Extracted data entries

----

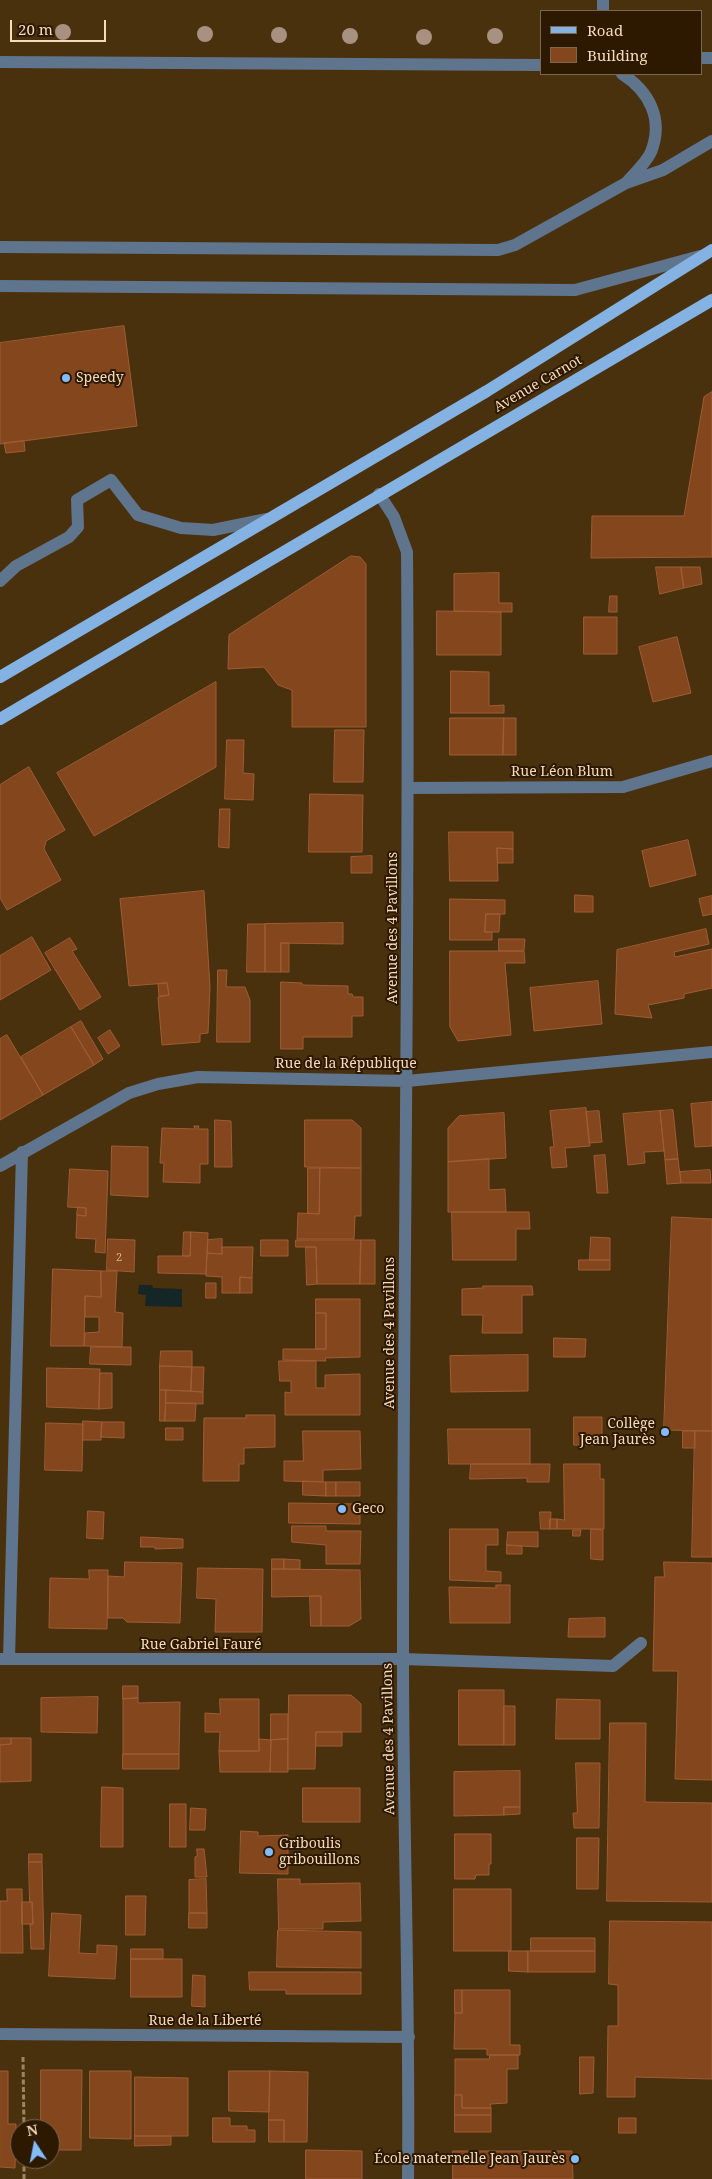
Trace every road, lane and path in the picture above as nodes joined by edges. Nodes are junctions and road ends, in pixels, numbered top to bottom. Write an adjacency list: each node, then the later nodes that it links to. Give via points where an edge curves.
1 (0, 62): 2 (street)
2 (540, 66)
3 (624, 75): 5 (street, via 647,95 654,122 650,153)
4 (712, 141): 5 (street, via 663,170)
5 (626, 183): 6 (street, via 515,245 498,250)
6 (0, 247)
7 (708, 253): 8 (street, via 575,290); 11 (main road, Avenue Carnot, via 487,391)
8 (0, 286)
9 (712, 300): 10 (main road, Avenue Carnot)
10 (380, 494): 14 (main road, Avenue Carnot); 16 (street, Avenue des 4 Pavillons, via 394,517 407,552)
11 (267, 518): 12 (street, via 213,530 181,528 138,515 111,480 77,500 78,527 69,537 16,566); 13 (main road, Avenue Carnot)
12 (0, 581)
13 (0, 677)
14 (0, 719)
15 (712, 760): 16 (street, Rue Léon Blum, via 623,787)
16 (409, 788): 18 (street, Avenue des 4 Pavillons)
17 (712, 1052): 18 (street, Rue de la République)
18 (407, 1081): 19 (street, Rue de la République, via 198,1077 158,1084 129,1093); 23 (street, Avenue des 4 Pavillons)
19 (22, 1152): 20 (street, Rue de la République); 22 (street)
20 (0, 1166)
21 (641, 1643): 23 (street, Rue Gabriel Fauré, via 613,1666)
22 (4, 1659): 23 (street, Rue Gabriel Fauré)
23 (403, 1660): 26 (street, Avenue des 4 Pavillons)
24 (0, 2034): 25 (street, Rue de la Liberté)
25 (23, 2034): 26 (street, Rue de la Liberté); 27 (path)
26 (409, 2037): 28 (street, Avenue des 4 Pavillons)
27 (24, 2119)
28 (408, 2179)

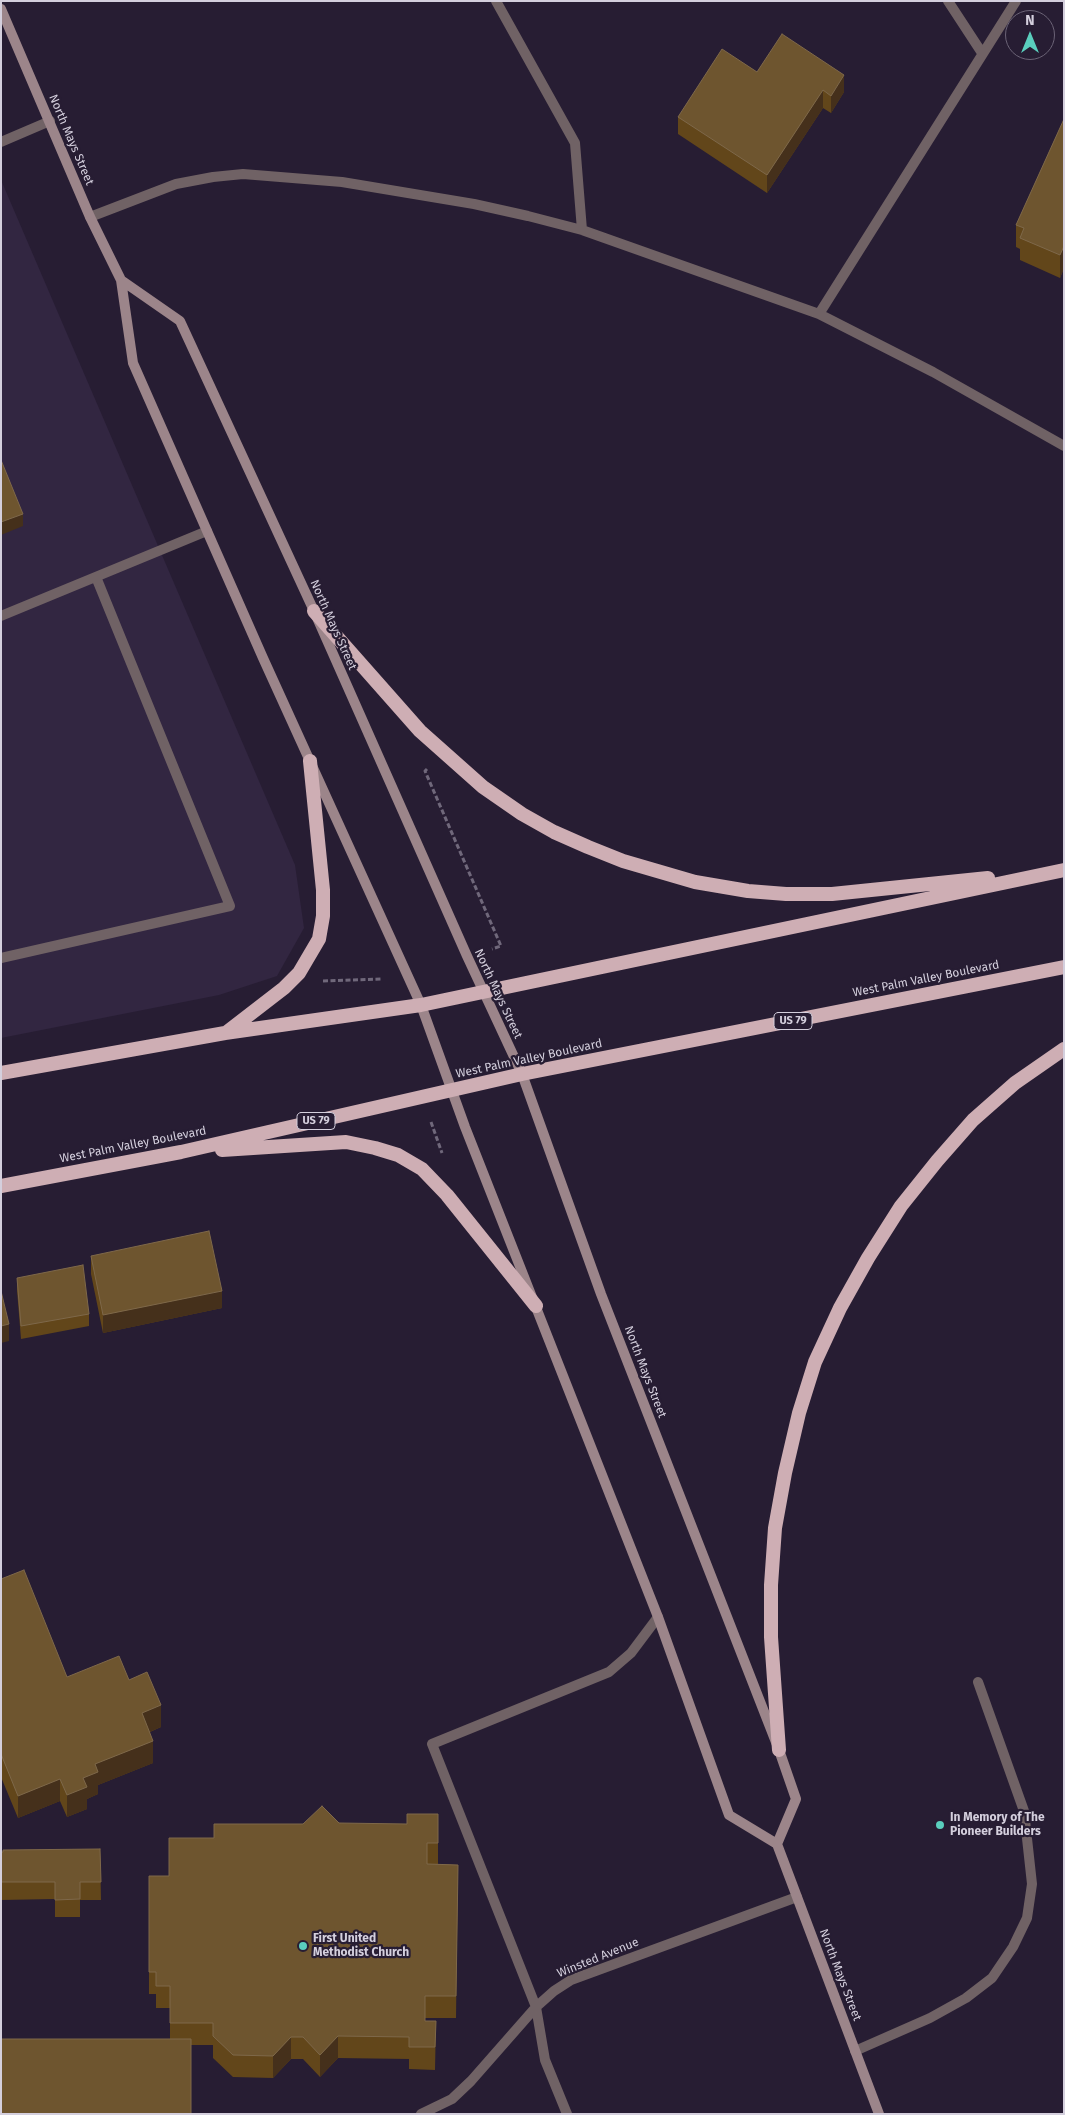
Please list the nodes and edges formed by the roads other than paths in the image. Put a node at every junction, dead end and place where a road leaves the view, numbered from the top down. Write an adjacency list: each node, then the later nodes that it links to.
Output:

----

### Required action
Write the records out again exactly as shown above, keeping no pictures.

### Solution to this task
Trace every road, lane and path in the picture above as nodes joined by edges. Nodes are junctions and road ends, in pixels, numbered top to bottom. Write an adjacency list: each node, then the later nodes that it links to. Give via points where an edge curves.
1 (0, 62): 2 (street)
2 (540, 66)
3 (624, 75): 5 (street, via 647,95 654,122 650,153)
4 (712, 141): 5 (street, via 663,170)
5 (626, 183): 6 (street, via 515,245 498,250)
6 (0, 247)
7 (708, 253): 8 (street, via 575,290); 11 (main road, Avenue Carnot, via 487,391)
8 (0, 286)
9 (712, 300): 10 (main road, Avenue Carnot)
10 (380, 494): 14 (main road, Avenue Carnot); 16 (street, Avenue des 4 Pavillons, via 394,517 407,552)
11 (267, 518): 12 (street, via 213,530 181,528 138,515 111,480 77,500 78,527 69,537 16,566); 13 (main road, Avenue Carnot)
12 (0, 581)
13 (0, 677)
14 (0, 719)
15 (712, 760): 16 (street, Rue Léon Blum, via 623,787)
16 (409, 788): 18 (street, Avenue des 4 Pavillons)
17 (712, 1052): 18 (street, Rue de la République)
18 (407, 1081): 19 (street, Rue de la République, via 198,1077 158,1084 129,1093); 23 (street, Avenue des 4 Pavillons)
19 (22, 1152): 20 (street, Rue de la République); 22 (street)
20 (0, 1166)
21 (641, 1643): 23 (street, Rue Gabriel Fauré, via 613,1666)
22 (4, 1659): 23 (street, Rue Gabriel Fauré)
23 (403, 1660): 26 (street, Avenue des 4 Pavillons)
24 (0, 2034): 25 (street, Rue de la Liberté)
25 (23, 2034): 26 (street, Rue de la Liberté); 27 (path)
26 (409, 2037): 28 (street, Avenue des 4 Pavillons)
27 (24, 2119)
28 (408, 2179)

Please list the nodes and edges formed by the roads other than paths in the image. Put a node at every junction, dead end and place where a road leaves the view, numbered from the top down. Write an adjacency list: each node, then the later nodes that it links to.
Output:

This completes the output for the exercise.